### [Exercise instructions]
Using the material that follows, identify and copy each line with the string "Harold".

### [Provided data]
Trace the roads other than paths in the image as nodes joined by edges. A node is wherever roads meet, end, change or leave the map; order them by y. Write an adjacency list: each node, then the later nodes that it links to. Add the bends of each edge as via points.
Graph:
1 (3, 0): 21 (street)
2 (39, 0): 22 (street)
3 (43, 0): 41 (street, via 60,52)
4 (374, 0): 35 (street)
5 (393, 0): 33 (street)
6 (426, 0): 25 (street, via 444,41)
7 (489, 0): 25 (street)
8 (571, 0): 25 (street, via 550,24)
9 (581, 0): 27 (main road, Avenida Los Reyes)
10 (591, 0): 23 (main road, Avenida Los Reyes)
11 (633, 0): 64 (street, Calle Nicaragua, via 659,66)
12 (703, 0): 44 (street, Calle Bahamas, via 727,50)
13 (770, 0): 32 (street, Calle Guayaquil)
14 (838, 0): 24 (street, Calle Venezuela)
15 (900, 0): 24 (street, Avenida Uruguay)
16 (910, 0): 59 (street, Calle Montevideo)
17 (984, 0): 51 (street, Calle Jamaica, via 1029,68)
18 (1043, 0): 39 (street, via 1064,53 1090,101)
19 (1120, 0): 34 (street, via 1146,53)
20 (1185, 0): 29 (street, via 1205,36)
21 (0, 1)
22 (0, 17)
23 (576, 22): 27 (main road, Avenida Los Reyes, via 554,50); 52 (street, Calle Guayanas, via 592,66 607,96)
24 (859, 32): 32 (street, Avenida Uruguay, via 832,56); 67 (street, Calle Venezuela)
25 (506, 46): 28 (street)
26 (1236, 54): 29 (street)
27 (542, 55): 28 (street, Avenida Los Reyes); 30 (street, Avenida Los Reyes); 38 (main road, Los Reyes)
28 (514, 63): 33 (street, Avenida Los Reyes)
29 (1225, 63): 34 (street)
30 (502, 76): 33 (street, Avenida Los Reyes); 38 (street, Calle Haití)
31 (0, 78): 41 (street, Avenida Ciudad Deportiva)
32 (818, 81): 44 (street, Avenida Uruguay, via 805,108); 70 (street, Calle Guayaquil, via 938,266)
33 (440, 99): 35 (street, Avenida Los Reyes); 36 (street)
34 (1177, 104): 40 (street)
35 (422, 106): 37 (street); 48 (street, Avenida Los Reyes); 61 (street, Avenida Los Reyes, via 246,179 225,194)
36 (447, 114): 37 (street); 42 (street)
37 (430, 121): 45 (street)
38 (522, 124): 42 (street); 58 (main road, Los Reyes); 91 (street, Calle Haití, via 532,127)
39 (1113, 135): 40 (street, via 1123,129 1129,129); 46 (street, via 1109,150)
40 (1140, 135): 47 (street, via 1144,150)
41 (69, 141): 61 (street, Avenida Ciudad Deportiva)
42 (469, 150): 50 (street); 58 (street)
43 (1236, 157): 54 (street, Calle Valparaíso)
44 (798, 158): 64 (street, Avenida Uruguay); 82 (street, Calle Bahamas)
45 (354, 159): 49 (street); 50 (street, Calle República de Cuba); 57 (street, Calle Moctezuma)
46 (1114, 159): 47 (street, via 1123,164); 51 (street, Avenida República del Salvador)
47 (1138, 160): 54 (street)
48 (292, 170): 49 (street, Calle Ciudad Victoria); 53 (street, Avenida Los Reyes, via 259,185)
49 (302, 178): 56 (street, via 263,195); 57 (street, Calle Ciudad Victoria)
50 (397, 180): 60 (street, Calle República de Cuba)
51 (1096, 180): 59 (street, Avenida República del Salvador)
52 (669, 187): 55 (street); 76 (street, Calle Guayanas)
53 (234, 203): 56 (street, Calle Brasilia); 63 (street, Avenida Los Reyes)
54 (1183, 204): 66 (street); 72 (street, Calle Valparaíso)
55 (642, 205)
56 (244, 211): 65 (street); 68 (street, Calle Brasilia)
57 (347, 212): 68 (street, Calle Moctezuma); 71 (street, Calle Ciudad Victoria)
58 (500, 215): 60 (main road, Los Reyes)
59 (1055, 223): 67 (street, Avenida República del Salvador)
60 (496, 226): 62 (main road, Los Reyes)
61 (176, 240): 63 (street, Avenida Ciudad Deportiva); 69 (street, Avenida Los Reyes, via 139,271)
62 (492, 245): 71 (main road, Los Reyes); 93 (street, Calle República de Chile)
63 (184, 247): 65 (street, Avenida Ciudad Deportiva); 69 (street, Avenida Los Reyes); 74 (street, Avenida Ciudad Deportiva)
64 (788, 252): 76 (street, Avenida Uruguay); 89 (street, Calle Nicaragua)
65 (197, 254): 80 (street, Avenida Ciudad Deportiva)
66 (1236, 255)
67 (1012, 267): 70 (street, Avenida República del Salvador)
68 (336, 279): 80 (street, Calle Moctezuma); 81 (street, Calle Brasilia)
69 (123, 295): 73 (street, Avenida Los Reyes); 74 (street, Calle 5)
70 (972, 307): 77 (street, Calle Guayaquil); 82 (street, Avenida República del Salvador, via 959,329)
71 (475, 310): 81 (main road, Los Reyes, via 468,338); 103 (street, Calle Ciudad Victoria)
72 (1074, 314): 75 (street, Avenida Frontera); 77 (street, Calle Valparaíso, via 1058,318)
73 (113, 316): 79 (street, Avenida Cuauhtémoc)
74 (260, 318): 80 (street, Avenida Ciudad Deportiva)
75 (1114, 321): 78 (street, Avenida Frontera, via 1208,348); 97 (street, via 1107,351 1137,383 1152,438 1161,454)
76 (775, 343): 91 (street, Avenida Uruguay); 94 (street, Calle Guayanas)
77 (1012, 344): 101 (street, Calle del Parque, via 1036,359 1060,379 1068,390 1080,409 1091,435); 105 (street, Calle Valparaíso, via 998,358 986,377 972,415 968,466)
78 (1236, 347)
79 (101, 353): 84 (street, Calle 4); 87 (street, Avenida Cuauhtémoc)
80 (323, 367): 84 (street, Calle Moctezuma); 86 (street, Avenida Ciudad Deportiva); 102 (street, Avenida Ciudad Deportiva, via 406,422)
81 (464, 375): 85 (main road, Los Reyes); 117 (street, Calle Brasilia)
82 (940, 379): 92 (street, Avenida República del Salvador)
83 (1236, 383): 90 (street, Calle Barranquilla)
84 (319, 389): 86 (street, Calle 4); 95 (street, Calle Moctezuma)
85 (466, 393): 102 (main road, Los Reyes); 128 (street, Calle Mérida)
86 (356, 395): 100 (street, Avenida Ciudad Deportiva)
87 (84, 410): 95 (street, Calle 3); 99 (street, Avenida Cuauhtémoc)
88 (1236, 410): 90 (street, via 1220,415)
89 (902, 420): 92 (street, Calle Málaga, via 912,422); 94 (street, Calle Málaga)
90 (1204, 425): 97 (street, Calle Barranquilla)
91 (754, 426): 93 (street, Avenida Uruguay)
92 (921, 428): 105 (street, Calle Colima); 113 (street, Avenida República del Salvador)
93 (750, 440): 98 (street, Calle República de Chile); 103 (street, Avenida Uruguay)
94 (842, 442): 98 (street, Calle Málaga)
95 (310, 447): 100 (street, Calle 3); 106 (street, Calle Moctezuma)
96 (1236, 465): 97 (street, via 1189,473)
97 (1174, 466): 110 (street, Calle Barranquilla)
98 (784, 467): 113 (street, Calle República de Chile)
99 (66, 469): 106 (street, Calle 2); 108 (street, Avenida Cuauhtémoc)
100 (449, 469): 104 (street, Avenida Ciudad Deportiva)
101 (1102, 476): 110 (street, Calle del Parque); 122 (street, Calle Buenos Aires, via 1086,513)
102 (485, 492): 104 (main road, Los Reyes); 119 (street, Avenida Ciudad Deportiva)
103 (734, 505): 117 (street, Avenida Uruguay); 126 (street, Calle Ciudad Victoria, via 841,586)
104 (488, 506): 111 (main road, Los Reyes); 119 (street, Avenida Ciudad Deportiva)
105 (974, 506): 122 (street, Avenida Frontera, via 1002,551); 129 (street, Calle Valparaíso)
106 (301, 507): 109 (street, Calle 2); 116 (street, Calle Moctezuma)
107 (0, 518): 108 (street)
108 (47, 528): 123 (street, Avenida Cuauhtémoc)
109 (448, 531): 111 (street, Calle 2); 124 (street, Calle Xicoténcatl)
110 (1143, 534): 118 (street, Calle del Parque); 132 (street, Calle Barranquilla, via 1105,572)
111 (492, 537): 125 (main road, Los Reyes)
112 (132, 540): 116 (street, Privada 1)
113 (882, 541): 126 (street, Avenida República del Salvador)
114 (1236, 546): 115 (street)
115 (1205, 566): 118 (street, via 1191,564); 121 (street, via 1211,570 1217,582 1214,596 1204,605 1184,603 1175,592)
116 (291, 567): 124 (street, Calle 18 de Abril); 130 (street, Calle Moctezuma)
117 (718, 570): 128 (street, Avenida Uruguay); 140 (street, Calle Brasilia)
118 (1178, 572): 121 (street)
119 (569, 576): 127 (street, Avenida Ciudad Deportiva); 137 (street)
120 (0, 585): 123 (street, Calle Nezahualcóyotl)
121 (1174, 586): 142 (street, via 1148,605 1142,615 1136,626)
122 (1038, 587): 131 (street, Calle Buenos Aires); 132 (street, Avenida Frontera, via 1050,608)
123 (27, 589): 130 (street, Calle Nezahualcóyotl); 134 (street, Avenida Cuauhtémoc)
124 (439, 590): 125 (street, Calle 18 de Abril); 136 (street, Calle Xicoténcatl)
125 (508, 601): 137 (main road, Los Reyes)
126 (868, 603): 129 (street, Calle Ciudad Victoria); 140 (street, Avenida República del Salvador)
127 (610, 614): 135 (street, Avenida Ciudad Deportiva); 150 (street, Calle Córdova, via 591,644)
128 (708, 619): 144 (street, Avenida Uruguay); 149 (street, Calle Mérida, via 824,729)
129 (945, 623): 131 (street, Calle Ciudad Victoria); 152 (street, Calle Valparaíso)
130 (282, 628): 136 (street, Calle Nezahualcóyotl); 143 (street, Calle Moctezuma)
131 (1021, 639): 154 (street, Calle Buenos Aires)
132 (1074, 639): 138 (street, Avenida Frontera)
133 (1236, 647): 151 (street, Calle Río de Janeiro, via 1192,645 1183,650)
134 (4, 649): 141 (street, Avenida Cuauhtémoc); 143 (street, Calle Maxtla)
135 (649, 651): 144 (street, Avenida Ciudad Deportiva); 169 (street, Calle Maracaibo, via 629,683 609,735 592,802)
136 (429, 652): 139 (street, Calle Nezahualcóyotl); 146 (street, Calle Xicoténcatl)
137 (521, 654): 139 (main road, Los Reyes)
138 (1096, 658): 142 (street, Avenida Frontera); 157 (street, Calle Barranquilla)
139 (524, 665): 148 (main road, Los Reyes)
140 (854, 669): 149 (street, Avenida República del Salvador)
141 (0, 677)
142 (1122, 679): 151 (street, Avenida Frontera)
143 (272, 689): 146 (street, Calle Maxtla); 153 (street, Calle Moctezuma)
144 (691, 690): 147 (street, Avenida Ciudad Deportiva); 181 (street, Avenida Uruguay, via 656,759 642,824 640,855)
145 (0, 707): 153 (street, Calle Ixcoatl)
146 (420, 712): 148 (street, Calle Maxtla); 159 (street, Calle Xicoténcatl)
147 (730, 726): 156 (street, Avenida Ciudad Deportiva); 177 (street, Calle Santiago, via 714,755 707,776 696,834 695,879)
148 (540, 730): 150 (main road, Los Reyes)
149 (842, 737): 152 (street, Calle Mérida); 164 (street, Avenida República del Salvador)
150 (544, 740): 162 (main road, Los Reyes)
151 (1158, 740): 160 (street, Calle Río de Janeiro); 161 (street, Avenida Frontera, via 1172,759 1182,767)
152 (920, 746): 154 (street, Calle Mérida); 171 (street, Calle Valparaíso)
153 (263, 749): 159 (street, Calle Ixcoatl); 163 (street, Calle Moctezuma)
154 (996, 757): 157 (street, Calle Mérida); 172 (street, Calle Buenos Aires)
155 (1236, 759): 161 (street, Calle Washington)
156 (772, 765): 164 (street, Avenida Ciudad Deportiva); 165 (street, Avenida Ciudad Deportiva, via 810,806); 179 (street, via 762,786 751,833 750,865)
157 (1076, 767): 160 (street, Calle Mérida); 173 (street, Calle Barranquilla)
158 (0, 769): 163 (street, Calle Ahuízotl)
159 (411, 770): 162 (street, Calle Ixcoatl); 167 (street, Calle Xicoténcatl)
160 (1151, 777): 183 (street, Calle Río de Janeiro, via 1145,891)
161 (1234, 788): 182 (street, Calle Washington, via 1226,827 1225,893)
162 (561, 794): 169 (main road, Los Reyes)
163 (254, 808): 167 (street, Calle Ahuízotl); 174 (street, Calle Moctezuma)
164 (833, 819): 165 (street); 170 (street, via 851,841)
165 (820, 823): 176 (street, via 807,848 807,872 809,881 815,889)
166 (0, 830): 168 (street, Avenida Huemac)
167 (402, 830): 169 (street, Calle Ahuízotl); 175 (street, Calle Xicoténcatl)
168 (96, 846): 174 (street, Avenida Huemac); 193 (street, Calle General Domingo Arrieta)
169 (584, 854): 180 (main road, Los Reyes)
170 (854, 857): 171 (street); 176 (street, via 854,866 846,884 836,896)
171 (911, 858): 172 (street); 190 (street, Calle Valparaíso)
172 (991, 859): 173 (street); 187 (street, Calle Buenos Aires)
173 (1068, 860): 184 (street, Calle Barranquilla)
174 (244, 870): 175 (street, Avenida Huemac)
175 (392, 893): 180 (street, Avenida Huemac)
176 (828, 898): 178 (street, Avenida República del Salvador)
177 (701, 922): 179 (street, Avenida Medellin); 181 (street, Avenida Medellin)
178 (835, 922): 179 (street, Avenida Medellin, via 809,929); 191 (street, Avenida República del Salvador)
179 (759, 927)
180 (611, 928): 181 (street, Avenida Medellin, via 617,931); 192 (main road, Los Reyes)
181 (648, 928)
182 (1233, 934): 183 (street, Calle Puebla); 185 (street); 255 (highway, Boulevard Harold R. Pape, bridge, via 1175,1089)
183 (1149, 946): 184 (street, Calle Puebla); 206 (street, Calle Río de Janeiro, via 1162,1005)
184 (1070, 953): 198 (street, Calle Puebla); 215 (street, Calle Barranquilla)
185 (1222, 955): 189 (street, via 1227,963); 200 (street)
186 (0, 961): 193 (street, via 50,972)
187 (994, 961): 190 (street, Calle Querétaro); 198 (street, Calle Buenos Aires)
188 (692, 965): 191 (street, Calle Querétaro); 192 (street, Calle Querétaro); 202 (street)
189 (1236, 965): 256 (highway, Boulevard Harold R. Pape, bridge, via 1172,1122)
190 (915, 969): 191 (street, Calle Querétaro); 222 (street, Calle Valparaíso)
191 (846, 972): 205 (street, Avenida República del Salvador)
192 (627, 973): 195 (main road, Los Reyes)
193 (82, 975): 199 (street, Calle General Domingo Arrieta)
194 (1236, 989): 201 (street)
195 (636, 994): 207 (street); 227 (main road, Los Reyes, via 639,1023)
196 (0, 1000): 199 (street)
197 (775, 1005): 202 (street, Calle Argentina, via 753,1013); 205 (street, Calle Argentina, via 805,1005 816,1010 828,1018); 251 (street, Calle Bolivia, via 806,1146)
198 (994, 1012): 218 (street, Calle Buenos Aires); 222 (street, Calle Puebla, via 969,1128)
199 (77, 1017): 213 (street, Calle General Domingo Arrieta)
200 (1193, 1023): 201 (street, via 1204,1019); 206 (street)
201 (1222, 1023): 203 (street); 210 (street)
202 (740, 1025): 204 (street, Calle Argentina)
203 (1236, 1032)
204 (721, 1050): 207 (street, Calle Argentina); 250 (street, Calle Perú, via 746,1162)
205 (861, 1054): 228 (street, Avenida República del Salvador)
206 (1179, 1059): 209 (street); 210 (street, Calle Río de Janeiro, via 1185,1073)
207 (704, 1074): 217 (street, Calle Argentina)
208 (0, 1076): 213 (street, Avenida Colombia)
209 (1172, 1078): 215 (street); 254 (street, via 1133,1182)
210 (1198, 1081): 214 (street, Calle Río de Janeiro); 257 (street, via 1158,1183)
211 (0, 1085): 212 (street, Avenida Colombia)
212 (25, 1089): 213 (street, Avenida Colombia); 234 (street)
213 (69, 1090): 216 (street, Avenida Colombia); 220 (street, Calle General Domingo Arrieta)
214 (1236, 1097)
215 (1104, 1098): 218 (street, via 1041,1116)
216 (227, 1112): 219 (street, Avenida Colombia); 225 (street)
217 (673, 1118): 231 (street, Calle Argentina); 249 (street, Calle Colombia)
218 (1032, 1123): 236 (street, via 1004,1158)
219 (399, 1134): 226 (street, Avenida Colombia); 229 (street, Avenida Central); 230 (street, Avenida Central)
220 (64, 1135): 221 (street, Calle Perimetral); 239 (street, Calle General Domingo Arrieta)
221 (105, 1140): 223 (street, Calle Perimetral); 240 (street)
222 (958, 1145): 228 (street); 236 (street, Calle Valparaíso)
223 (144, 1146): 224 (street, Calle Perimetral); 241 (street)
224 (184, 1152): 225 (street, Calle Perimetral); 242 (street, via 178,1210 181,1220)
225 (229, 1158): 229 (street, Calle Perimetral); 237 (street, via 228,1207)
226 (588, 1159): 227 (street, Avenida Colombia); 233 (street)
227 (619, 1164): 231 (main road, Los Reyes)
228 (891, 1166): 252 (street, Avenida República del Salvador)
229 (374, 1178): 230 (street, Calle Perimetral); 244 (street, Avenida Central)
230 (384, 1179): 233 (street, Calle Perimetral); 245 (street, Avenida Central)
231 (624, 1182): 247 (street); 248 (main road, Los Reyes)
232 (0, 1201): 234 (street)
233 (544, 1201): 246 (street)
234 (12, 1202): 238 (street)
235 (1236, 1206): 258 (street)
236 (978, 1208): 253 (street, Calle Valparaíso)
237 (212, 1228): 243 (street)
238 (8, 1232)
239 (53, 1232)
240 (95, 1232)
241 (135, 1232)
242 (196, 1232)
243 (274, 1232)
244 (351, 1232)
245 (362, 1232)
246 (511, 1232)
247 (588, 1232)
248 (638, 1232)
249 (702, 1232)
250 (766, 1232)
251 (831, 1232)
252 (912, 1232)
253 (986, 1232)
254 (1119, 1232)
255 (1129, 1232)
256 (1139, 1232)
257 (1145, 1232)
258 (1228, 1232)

### [Task answer]
182 (1233, 934): 183 (street, Calle Puebla); 185 (street); 255 (highway, Boulevard Harold R. Pape, bridge, via 1175,1089)
189 (1236, 965): 256 (highway, Boulevard Harold R. Pape, bridge, via 1172,1122)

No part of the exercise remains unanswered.